▶ [Work to complete]
The lines of the records that include "Белградская" should all be copied.

▶ [Stored entries]
== Segment start ==

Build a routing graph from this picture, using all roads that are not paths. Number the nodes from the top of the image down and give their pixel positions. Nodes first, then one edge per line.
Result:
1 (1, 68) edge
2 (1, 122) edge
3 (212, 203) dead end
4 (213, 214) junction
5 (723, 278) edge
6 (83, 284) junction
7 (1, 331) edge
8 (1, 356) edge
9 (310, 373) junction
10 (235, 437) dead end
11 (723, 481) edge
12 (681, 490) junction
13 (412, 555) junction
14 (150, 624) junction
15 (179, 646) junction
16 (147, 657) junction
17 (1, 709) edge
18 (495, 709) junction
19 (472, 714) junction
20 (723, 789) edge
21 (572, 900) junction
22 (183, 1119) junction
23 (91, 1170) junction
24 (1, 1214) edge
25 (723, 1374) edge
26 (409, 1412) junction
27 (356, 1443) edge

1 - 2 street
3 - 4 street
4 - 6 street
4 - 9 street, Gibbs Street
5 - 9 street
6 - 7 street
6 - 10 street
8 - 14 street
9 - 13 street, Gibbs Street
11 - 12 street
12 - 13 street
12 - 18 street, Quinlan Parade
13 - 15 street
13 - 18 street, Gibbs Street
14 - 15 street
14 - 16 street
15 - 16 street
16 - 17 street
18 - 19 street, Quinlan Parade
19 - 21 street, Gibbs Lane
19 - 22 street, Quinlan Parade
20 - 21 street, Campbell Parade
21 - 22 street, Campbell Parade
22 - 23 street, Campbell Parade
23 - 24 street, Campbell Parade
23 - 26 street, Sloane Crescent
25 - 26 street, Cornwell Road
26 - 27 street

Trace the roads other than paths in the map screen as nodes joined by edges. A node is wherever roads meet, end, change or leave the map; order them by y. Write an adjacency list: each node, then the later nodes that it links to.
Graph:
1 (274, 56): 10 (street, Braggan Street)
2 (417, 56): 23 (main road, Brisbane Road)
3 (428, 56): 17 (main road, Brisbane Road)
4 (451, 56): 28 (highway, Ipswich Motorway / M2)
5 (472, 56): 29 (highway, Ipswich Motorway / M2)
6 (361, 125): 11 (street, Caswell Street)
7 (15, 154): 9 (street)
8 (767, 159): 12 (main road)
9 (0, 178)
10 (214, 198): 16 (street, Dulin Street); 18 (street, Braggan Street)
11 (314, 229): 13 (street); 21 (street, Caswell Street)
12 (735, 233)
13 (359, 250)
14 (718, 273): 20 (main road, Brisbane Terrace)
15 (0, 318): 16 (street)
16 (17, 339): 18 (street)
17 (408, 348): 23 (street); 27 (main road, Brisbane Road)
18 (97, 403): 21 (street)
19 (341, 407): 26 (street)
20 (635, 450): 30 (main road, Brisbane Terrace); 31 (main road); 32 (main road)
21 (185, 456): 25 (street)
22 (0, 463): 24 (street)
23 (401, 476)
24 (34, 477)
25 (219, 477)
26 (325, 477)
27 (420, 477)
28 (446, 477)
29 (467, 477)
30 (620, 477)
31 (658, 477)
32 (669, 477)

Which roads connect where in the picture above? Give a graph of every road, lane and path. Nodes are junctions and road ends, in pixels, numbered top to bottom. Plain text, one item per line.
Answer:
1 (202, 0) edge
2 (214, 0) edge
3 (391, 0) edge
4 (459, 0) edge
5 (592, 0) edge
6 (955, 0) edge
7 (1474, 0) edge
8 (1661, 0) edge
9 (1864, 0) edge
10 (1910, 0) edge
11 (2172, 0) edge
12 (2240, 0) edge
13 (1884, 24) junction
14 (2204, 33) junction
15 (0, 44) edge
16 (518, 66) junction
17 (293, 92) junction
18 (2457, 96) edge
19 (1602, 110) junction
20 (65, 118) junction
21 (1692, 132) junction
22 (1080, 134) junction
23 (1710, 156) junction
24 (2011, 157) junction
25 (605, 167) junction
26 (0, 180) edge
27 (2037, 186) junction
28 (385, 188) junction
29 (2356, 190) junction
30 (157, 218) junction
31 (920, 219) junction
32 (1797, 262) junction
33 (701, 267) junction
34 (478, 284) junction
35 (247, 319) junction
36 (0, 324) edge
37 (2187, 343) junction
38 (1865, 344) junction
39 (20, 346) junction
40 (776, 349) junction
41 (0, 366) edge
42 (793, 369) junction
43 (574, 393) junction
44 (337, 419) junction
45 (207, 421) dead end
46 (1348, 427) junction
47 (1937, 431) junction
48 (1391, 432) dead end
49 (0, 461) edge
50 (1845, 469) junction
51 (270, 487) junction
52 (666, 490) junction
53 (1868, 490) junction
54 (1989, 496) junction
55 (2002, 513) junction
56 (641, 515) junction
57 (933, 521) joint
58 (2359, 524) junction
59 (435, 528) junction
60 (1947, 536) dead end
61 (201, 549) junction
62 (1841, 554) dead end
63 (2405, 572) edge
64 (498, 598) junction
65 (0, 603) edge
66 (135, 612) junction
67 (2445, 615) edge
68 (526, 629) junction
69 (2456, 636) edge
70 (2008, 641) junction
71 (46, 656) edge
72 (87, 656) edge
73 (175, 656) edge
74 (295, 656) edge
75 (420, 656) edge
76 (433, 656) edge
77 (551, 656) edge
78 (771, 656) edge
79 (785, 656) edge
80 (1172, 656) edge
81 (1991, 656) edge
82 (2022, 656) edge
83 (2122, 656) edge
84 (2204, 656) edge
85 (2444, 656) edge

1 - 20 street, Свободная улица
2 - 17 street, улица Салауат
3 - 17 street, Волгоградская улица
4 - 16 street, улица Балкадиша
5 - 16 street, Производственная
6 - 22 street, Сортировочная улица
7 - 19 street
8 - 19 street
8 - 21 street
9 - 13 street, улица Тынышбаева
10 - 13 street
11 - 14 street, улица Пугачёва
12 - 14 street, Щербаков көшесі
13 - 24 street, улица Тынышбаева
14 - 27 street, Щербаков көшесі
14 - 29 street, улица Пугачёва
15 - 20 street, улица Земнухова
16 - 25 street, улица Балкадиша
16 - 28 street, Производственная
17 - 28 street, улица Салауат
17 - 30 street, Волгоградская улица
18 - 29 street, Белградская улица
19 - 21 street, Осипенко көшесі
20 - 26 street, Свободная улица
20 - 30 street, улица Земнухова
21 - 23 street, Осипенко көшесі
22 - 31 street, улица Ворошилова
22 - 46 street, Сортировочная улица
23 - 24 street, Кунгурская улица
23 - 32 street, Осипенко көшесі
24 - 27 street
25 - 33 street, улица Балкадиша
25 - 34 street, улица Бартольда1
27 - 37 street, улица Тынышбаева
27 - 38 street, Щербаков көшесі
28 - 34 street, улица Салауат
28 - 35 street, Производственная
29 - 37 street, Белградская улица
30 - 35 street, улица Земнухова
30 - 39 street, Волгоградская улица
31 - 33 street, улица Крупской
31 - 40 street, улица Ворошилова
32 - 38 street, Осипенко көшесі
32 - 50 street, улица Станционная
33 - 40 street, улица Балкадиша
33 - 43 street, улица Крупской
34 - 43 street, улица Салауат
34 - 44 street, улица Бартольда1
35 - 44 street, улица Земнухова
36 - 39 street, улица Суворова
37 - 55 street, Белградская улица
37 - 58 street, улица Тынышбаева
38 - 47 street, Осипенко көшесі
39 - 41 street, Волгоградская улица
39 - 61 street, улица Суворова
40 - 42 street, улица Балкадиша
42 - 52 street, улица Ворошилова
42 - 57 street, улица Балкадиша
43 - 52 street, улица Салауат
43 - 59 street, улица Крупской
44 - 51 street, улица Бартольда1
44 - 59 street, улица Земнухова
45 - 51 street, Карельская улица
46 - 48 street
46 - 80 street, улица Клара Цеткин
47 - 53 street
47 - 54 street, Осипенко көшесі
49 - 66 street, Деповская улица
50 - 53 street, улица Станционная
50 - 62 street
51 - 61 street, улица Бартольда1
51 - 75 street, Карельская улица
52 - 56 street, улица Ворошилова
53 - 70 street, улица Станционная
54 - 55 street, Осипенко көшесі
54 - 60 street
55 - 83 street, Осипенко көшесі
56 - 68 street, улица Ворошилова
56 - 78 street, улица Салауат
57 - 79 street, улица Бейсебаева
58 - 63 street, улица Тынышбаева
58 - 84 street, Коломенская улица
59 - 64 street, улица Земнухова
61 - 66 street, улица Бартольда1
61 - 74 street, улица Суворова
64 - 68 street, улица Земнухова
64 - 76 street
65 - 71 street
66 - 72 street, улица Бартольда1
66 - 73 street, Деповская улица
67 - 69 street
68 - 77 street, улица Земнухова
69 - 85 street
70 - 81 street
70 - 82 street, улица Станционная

== Segment end ==

▶ [Task solution]
18 - 29 street, Белградская улица
29 - 37 street, Белградская улица
37 - 55 street, Белградская улица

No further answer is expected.